Or, My Thoughts On Julie Klassen’s Novel
Lillian Haswell, brilliant daughter of the local apothecary, yearns for more adventure and experience than life in her father’s shop and their small village provides. She also longs to know the truth behind her mother’s disappearance, which villagers whisper about but her father refuses to discuss. Opportunity comes when a distant aunt offers to educate her as a lady in London. Exposed to fashionable society and romance–as well as clues about her mother–Lilly is torn when she is summoned back to her ailing father’s bedside. Women are forbidden to work as apothecaries, so to save the family legacy, Lilly will have to make it appear as if her father is still making all the diagnoses and decisions. But the suspicious eyes of a scholarly physician and a competing apothecary are upon her.
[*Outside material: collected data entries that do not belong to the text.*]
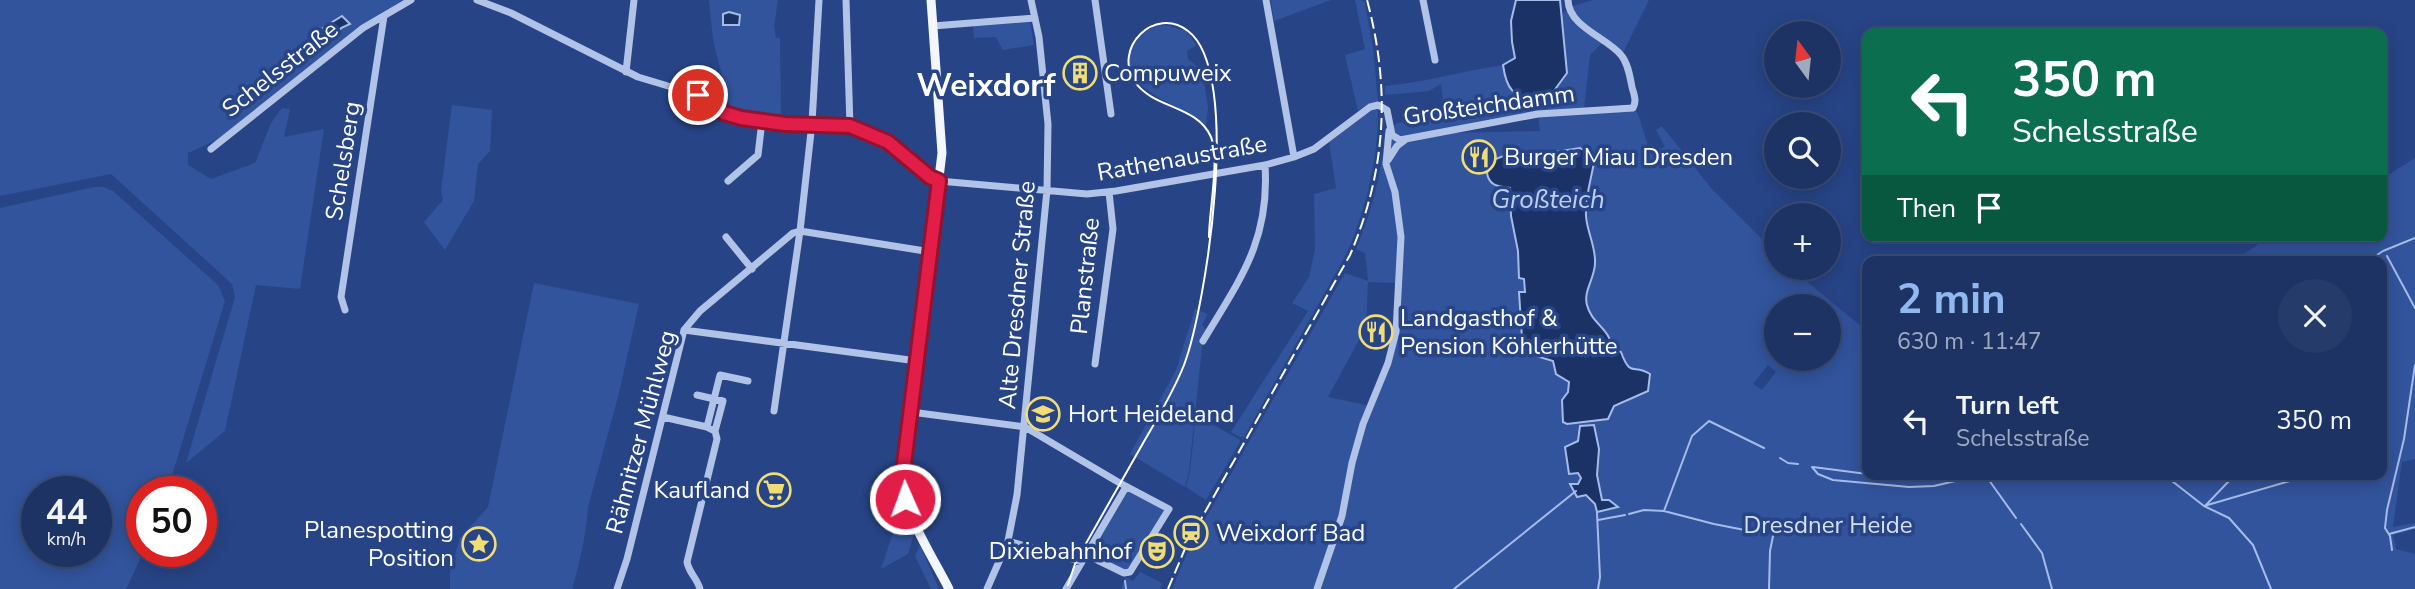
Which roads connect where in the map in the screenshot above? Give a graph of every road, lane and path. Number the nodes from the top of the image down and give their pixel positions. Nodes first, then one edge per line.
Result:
1 (411, 0) edge
2 (477, 0) edge
3 (634, 0) edge
4 (819, 0) edge
5 (846, 0) edge
6 (931, 0) edge
7 (1031, 0) edge
8 (1097, 0) edge
9 (1266, 0) edge
10 (1423, 0) edge
11 (1568, 0) edge
12 (384, 16) junction
13 (1035, 18) junction
14 (933, 26) junction
15 (1435, 60) dead end
16 (626, 72) junction
17 (1374, 106) joint
18 (1111, 114) dead end
19 (762, 121) junction
20 (812, 123) junction
21 (1390, 124) junction
22 (850, 126) junction
23 (1408, 139) junction
24 (211, 149) dead end
25 (1294, 157) junction
26 (1386, 164) junction
27 (1265, 165) junction
28 (728, 181) dead end
29 (939, 181) junction
30 (1047, 190) junction
31 (1109, 192) junction
32 (800, 231) junction
33 (726, 237) dead end
34 (931, 252) junction
35 (752, 269) junction
36 (345, 310) dead end
37 (684, 330) junction
38 (1203, 341) dead end
39 (784, 342) junction
40 (917, 361) junction
41 (1095, 364) dead end
42 (748, 381) dead end
43 (697, 395) dead end
44 (715, 399) junction
45 (774, 411) dead end
46 (911, 412) junction
47 (663, 417) junction
48 (707, 427) junction
49 (1025, 427) junction
50 (715, 431) junction
51 (1123, 485) junction
52 (1008, 541) junction
53 (1087, 555) junction
54 (1082, 562) junction
55 (1067, 587) edge
56 (617, 589) edge
57 (700, 589) edge
58 (949, 589) edge
59 (987, 589) edge
60 (1317, 589) edge

1 - 12 street, Schelsstraße
2 - 16 street
3 - 16 street
4 - 20 street
5 - 22 street
6 - 14 main road
7 - 13 street, Alte Dresdner Straße
8 - 18 street
9 - 25 street
10 - 15 street
11 - 23 street, Großteichdamm
12 - 24 street, Schelsstraße
12 - 36 street, Schelsberg
13 - 14 street
13 - 30 street, Alte Dresdner Straße
14 - 29 main road
16 - 19 street
17 - 21 street, Großteichdamm
17 - 25 street, Rathenaustraße
19 - 20 street
19 - 28 street
20 - 22 street
20 - 32 street
21 - 23 street, Großteichdamm
21 - 26 street
22 - 29 street
23 - 26 street
25 - 27 street, Rathenaustraße
26 - 60 street
27 - 31 street, Rathenaustraße
27 - 38 street
29 - 30 street, Rathenaustraße
29 - 34 main road
30 - 31 street, Rathenaustraße
30 - 49 street, Alte Dresdner Straße
31 - 41 street, Planstraße
32 - 34 street
32 - 35 street, Rähnitzer Mühlweg
32 - 39 street
33 - 35 street
34 - 40 main road
35 - 37 street, Rähnitzer Mühlweg
37 - 39 street
37 - 47 street, Rähnitzer Mühlweg
39 - 40 street
39 - 45 street
40 - 46 main road
42 - 44 street
43 - 44 street
44 - 48 street
44 - 50 street
46 - 49 street
46 - 58 main road
47 - 48 street
47 - 56 street, Rähnitzer Mühlweg
48 - 50 street
49 - 51 street
49 - 52 street, Alte Dresdner Straße
50 - 57 street
51 - 53 street
51 - 53 street
52 - 54 street
52 - 59 street, Alte Dresdner Straße
53 - 54 street
54 - 55 street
As they vie for village prominence, three men also vie for Lilly’s heart.
There are so many great things about The Apothecary’s Daughter. The historical details are amazing. I felt immersed in the world Klassen created. Whether we were in a London sitting room or Haswell’s apothecary shop in Bedsley Priors I felt like I was there. Her characters, too, are each distinct and layered human beings that really shine.
The only part that made me roll my eyes is that by the 50% mark, every eligible young man Lilly had ever met was crazy in love with her. Not one, but two bachelors from her London season, her father’s former apprentice, the village’s new apothecary, even the local lord’s son. Do you mean to tell me there’s not one man Lilly knows who thinks she’s pretentious or boring?
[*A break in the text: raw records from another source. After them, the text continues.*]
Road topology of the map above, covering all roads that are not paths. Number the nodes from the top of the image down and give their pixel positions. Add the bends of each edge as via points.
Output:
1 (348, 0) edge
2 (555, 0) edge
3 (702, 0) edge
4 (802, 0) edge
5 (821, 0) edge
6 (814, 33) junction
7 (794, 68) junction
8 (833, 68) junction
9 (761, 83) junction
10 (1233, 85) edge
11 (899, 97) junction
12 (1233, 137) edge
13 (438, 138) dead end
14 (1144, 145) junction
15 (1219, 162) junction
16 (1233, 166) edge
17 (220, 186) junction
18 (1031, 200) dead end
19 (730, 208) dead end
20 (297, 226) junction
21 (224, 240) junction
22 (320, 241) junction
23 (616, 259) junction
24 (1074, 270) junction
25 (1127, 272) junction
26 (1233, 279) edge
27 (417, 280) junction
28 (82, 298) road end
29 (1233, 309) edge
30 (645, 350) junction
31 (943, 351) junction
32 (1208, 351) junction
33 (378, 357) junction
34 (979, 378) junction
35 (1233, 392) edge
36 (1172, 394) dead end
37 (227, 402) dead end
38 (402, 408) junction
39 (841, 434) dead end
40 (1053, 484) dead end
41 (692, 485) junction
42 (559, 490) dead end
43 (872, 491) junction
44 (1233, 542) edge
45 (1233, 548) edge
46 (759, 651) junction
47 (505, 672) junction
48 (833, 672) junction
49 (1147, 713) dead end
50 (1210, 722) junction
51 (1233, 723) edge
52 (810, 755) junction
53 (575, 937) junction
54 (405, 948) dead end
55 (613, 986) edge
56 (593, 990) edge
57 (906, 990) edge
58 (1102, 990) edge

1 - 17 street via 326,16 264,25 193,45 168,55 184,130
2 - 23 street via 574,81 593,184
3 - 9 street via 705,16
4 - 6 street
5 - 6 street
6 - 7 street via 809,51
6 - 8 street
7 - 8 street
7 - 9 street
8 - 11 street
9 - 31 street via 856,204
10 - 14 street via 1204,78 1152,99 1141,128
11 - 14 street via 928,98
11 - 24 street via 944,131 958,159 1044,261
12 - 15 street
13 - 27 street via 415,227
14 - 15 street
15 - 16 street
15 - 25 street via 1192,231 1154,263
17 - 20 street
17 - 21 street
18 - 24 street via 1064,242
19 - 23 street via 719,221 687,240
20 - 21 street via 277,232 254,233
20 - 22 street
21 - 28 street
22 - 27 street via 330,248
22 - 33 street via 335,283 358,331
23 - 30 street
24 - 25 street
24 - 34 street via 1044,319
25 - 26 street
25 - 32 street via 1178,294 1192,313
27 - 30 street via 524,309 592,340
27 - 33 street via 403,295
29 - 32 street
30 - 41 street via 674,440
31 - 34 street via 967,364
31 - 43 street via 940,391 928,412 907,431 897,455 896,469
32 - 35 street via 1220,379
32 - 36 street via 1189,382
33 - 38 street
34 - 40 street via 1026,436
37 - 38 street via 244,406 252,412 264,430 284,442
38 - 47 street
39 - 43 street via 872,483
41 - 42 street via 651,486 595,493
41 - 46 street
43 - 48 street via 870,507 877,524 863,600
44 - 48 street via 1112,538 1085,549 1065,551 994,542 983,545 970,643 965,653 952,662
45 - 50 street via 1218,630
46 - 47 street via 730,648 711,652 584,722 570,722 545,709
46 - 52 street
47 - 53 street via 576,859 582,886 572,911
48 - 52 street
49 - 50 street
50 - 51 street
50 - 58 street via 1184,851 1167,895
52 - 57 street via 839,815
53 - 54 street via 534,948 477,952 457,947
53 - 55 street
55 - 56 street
This is where Lilly slipped into Mary Sue territory. Even the people she wronged by abandoning, first her friends and family in Bedsley Priors, and then her aunt and uncle in London, forgive her immediately and completely. No one is ever annoyed with Lilly. Which I find hard to believe.
Even her flaws aren’t really flaws. She has a photographic memory. Her mother ran away when she was a small child. Both situations only make Lilly a more sympathetic character.
I’d recommend this book to anyone who enjoys richly detailed historical romances, but with a warning that the heroine might get on your nerves with her sparkling perfection.